Para se ter ideia, Da Lama ao Caos foi eleito o melhor disco já feito no Brasil nos últimos 40 anos, conforme enquete feita pelo jornal O Globo em 2022 com 25 especialistas de todo o país. Já na lista dos cem maiores discos nacionais da Rolling Stone Brasil, de 2007, ocupa a 13ª posição.
É justamente esse álbum que será celebrado no Opinião nesta quinta-feira (13), a partir das 23h. A Nação Zumbi — que perdeu Chico Science em 1997, aos 30 anos, em acidente de carro — traz a Porto Alegre o show que comemora 30 anos de Da Lama ao Caos, tocando o disco na íntegra — com alguns outros sucessos do grupo no bis (veja detalhes sobre ingressos ao final do texto).
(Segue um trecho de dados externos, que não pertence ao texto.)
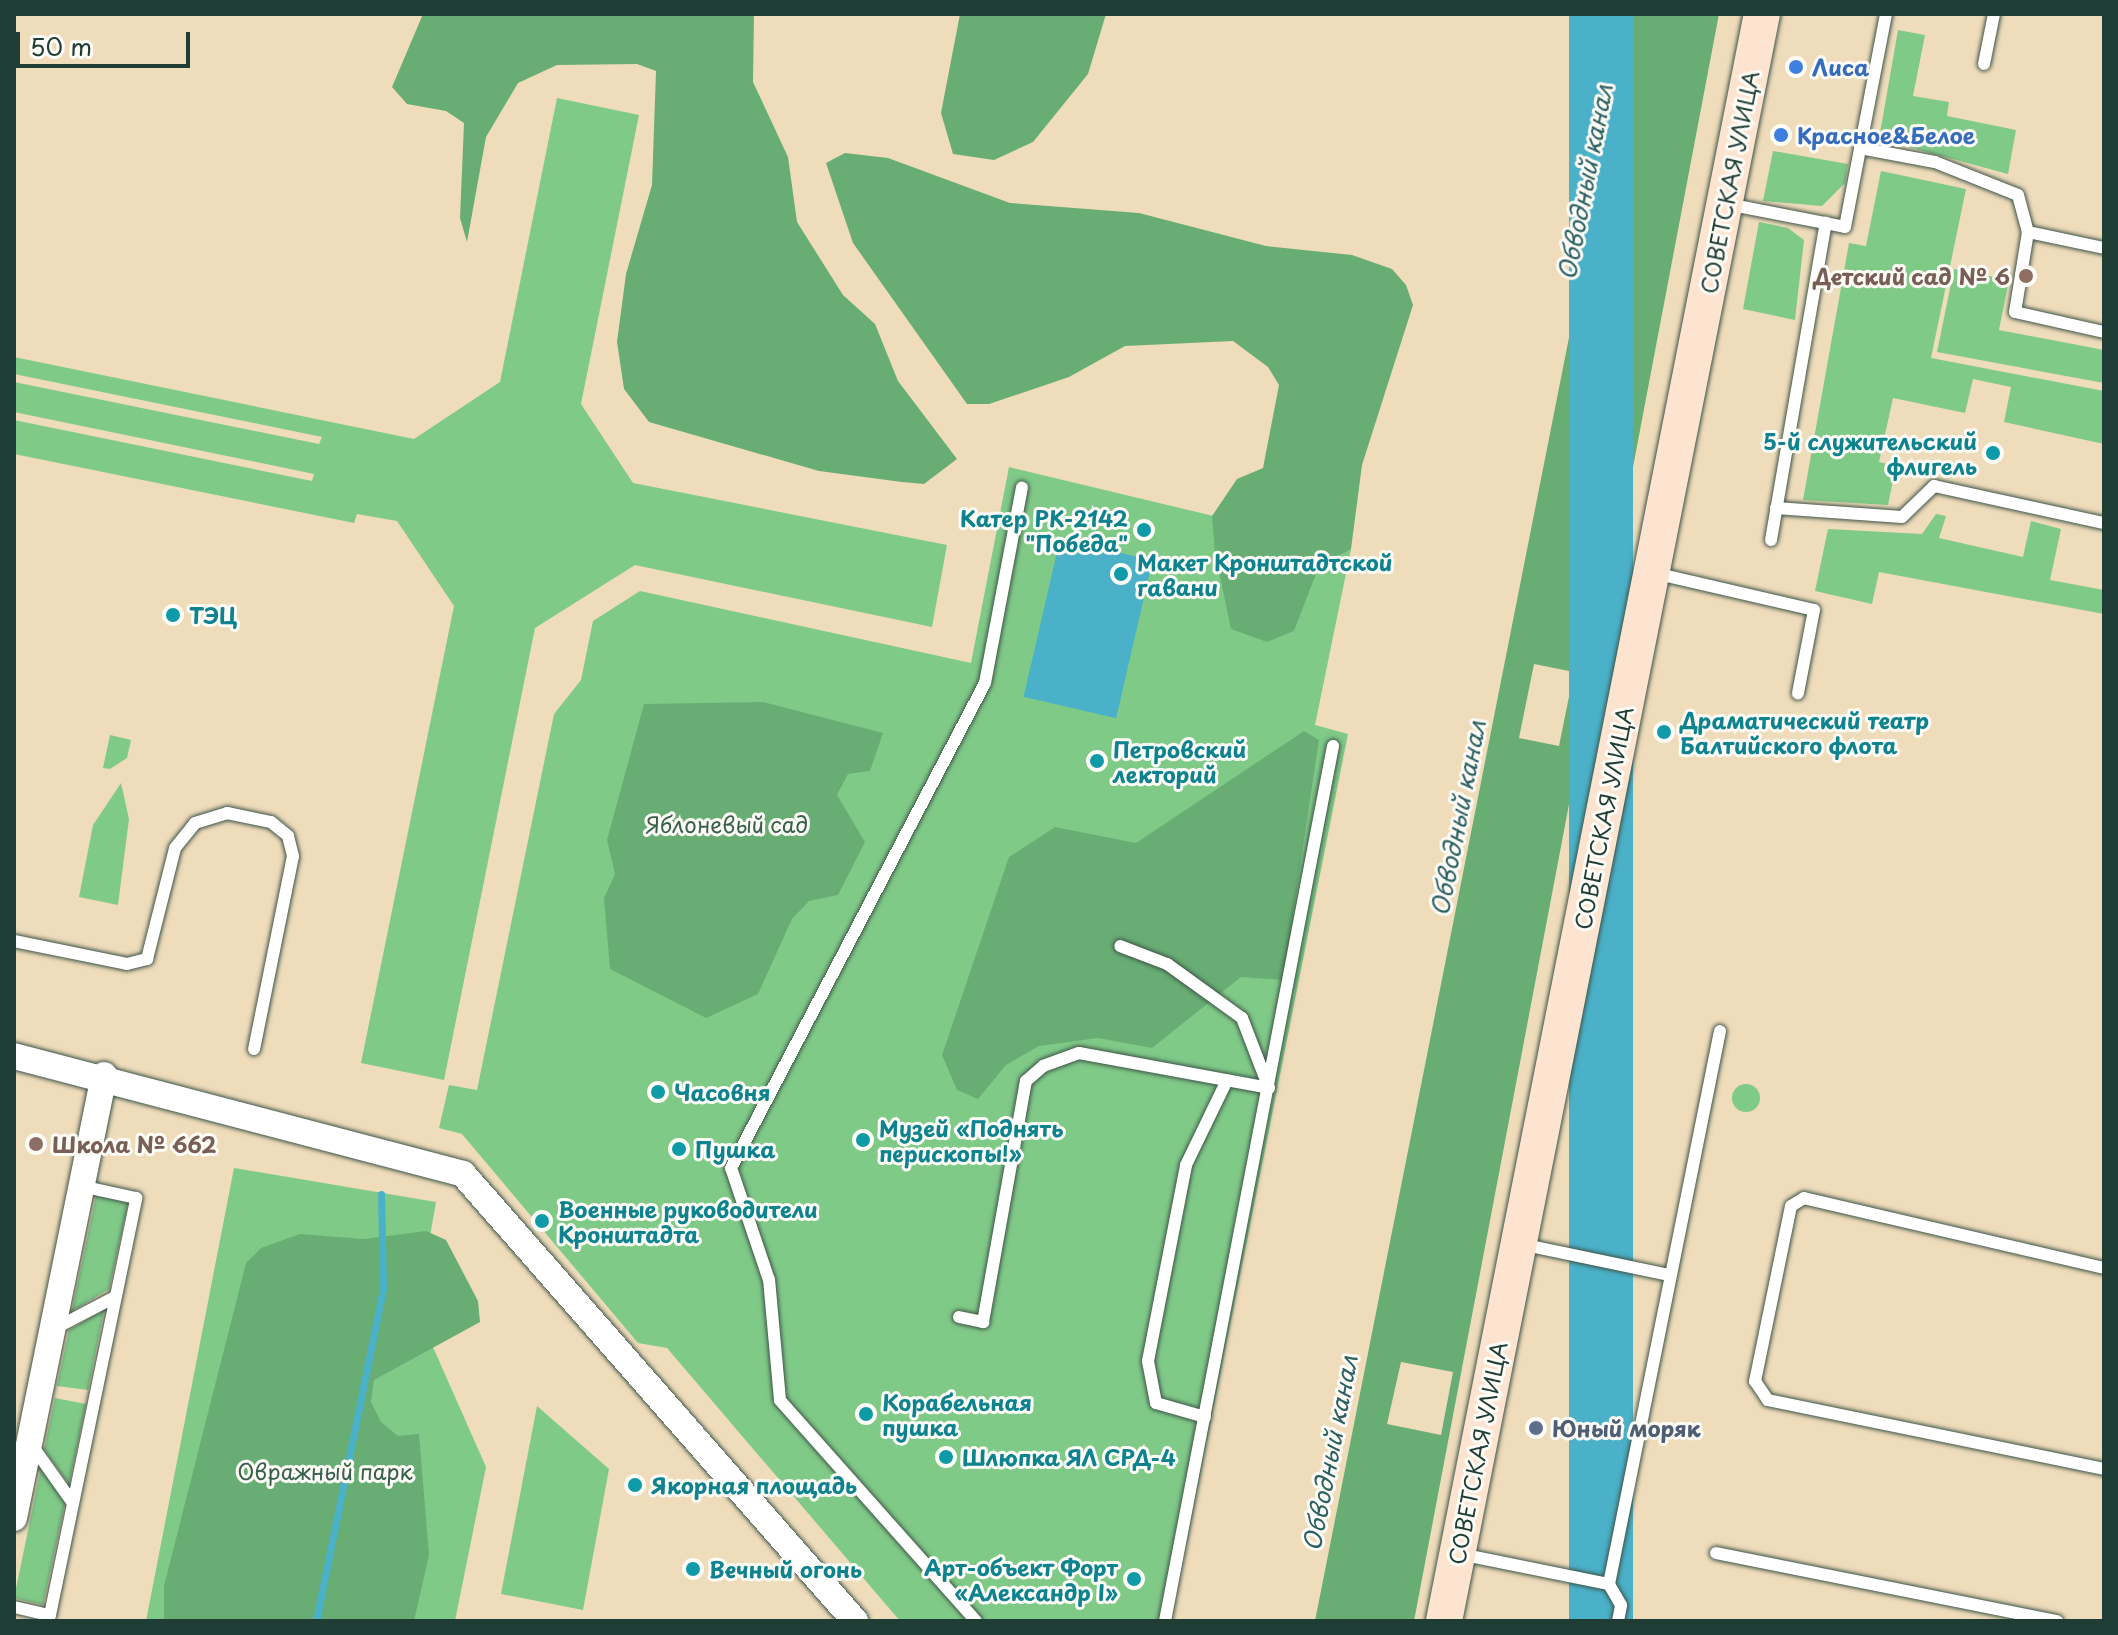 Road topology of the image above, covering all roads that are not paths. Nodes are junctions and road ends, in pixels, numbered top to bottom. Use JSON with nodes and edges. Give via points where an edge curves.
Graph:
{"nodes":[{"id":1,"x":1762,"y":14,"type":"edge"},
{"id":2,"x":1886,"y":14,"type":"edge"},
{"id":3,"x":1994,"y":14,"type":"edge"},
{"id":4,"x":1984,"y":64,"type":"dead end"},
{"id":5,"x":1860,"y":148,"type":"junction"},
{"id":6,"x":1724,"y":203,"type":"junction"},
{"id":7,"x":1826,"y":223,"type":"junction"},
{"id":8,"x":2028,"y":232,"type":"junction"},
{"id":9,"x":2104,"y":248,"type":"edge"},
{"id":10,"x":2104,"y":332,"type":"edge"},
{"id":11,"x":1022,"y":487,"type":"dead end"},
{"id":12,"x":1776,"y":508,"type":"junction"},
{"id":13,"x":2104,"y":523,"type":"edge"},
{"id":14,"x":1771,"y":540,"type":"dead end"},
{"id":15,"x":1651,"y":572,"type":"junction"},
{"id":16,"x":1798,"y":693,"type":"dead end"},
{"id":17,"x":1333,"y":746,"type":"dead end"},
{"id":18,"x":14,"y":941,"type":"edge"},
{"id":19,"x":1120,"y":946,"type":"dead end"},
{"id":20,"x":1720,"y":1031,"type":"dead end"},
{"id":21,"x":254,"y":1049,"type":"dead end"},
{"id":22,"x":14,"y":1056,"type":"edge"},
{"id":23,"x":104,"y":1075,"type":"junction"},
{"id":24,"x":1227,"y":1080,"type":"junction"},
{"id":25,"x":1269,"y":1088,"type":"junction"},
{"id":26,"x":81,"y":1186,"type":"junction"},
{"id":27,"x":1518,"y":1244,"type":"junction"},
{"id":28,"x":2104,"y":1268,"type":"edge"},
{"id":29,"x":1670,"y":1275,"type":"junction"},
{"id":30,"x":115,"y":1297,"type":"junction"},
{"id":31,"x":959,"y":1317,"type":"dead end"},
{"id":32,"x":52,"y":1331,"type":"junction"},
{"id":33,"x":1205,"y":1417,"type":"junction"},
{"id":34,"x":23,"y":1453,"type":"edge"},
{"id":35,"x":2104,"y":1469,"type":"edge"},
{"id":36,"x":73,"y":1503,"type":"junction"},
{"id":37,"x":14,"y":1518,"type":"edge"},
{"id":38,"x":1716,"y":1553,"type":"dead end"},
{"id":39,"x":1457,"y":1554,"type":"junction"},
{"id":40,"x":1609,"y":1584,"type":"junction"},
{"id":41,"x":14,"y":1607,"type":"edge"},
{"id":42,"x":855,"y":1621,"type":"edge"},
{"id":43,"x":976,"y":1621,"type":"edge"},
{"id":44,"x":1165,"y":1621,"type":"edge"},
{"id":45,"x":1444,"y":1621,"type":"edge"},
{"id":46,"x":1618,"y":1621,"type":"edge"},
{"id":47,"x":2057,"y":1621,"type":"edge"}],
"edges":[{"from":1,"to":6,"type":"street","name":"СОВЕТСКАЯ УЛИЦА"},
{"from":2,"to":5,"type":"lane"},
{"from":3,"to":4,"type":"lane"},
{"from":5,"to":7,"type":"lane","via":[[1845,227]]},
{"from":5,"to":8,"type":"lane","via":[[1935,162],[2018,195]]},
{"from":6,"to":7,"type":"lane"},
{"from":6,"to":15,"type":"street","name":"СОВЕТСКАЯ УЛИЦА"},
{"from":7,"to":12,"type":"lane"},
{"from":8,"to":9,"type":"lane"},
{"from":8,"to":10,"type":"lane","via":[[2015,312]]},
{"from":11,"to":43,"type":"lane","via":[[985,683],[731,1168],[769,1280],[780,1400]]},
{"from":12,"to":13,"type":"lane","via":[[1902,517],[1934,486]]},
{"from":12,"to":14,"type":"lane"},
{"from":15,"to":16,"type":"lane","via":[[1814,610]]},
{"from":15,"to":27,"type":"street","name":"СОВЕТСКАЯ УЛИЦА"},
{"from":17,"to":25,"type":"lane"},
{"from":18,"to":21,"type":"lane","via":[[127,964],[147,959],[175,848],[195,823],[227,813],[271,822],[288,836],[293,856]]},
{"from":19,"to":25,"type":"lane","via":[[1167,964],[1242,1018]]},
{"from":20,"to":29,"type":"lane"},
{"from":22,"to":23,"type":"street"},
{"from":23,"to":26,"type":"street"},
{"from":23,"to":42,"type":"street","via":[[230,1117],[447,1165],[489,1200]]},
{"from":24,"to":25,"type":"lane"},
{"from":24,"to":31,"type":"lane","via":[[1079,1053],[1062,1054],[1026,1081],[983,1322]]},
{"from":24,"to":33,"type":"lane","via":[[1186,1165],[1148,1361],[1156,1403]]},
{"from":25,"to":33,"type":"lane"},
{"from":26,"to":30,"type":"lane","via":[[136,1198]]},
{"from":26,"to":32,"type":"street"},
{"from":27,"to":29,"type":"lane"},
{"from":27,"to":39,"type":"street","name":"СОВЕТСКАЯ УЛИЦА"},
{"from":28,"to":35,"type":"lane","via":[[1804,1198],[1791,1206],[1755,1381],[1768,1400]]},
{"from":29,"to":40,"type":"lane"},
{"from":30,"to":32,"type":"lane"},
{"from":30,"to":36,"type":"lane"},
{"from":32,"to":34,"type":"street"},
{"from":33,"to":44,"type":"lane"},
{"from":34,"to":36,"type":"lane"},
{"from":34,"to":37,"type":"street"},
{"from":36,"to":41,"type":"lane","via":[[50,1615]]},
{"from":38,"to":47,"type":"lane"},
{"from":39,"to":40,"type":"lane"},
{"from":39,"to":45,"type":"street","name":"СОВЕТСКАЯ УЛИЦА"},
{"from":40,"to":46,"type":"lane","via":[[1621,1605]]}]}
Da Lama ao Caos é o disco de estreia de CSNZ, que surgiu entre Olinda e Recife em 1991, após a fusão de dois grupos — Loustal e Lamento Negro. No primeiro álbum, a banda era formada por Chico Science (vocal), Lúcio Maia (guitarra), Dengue (baixo), Toca Ogam (percussão), Canhoto (caixa), Gira (tambor alfaia), Gilmar Bola 8 (alfaia) e Jorge Du Peixe (alfaia).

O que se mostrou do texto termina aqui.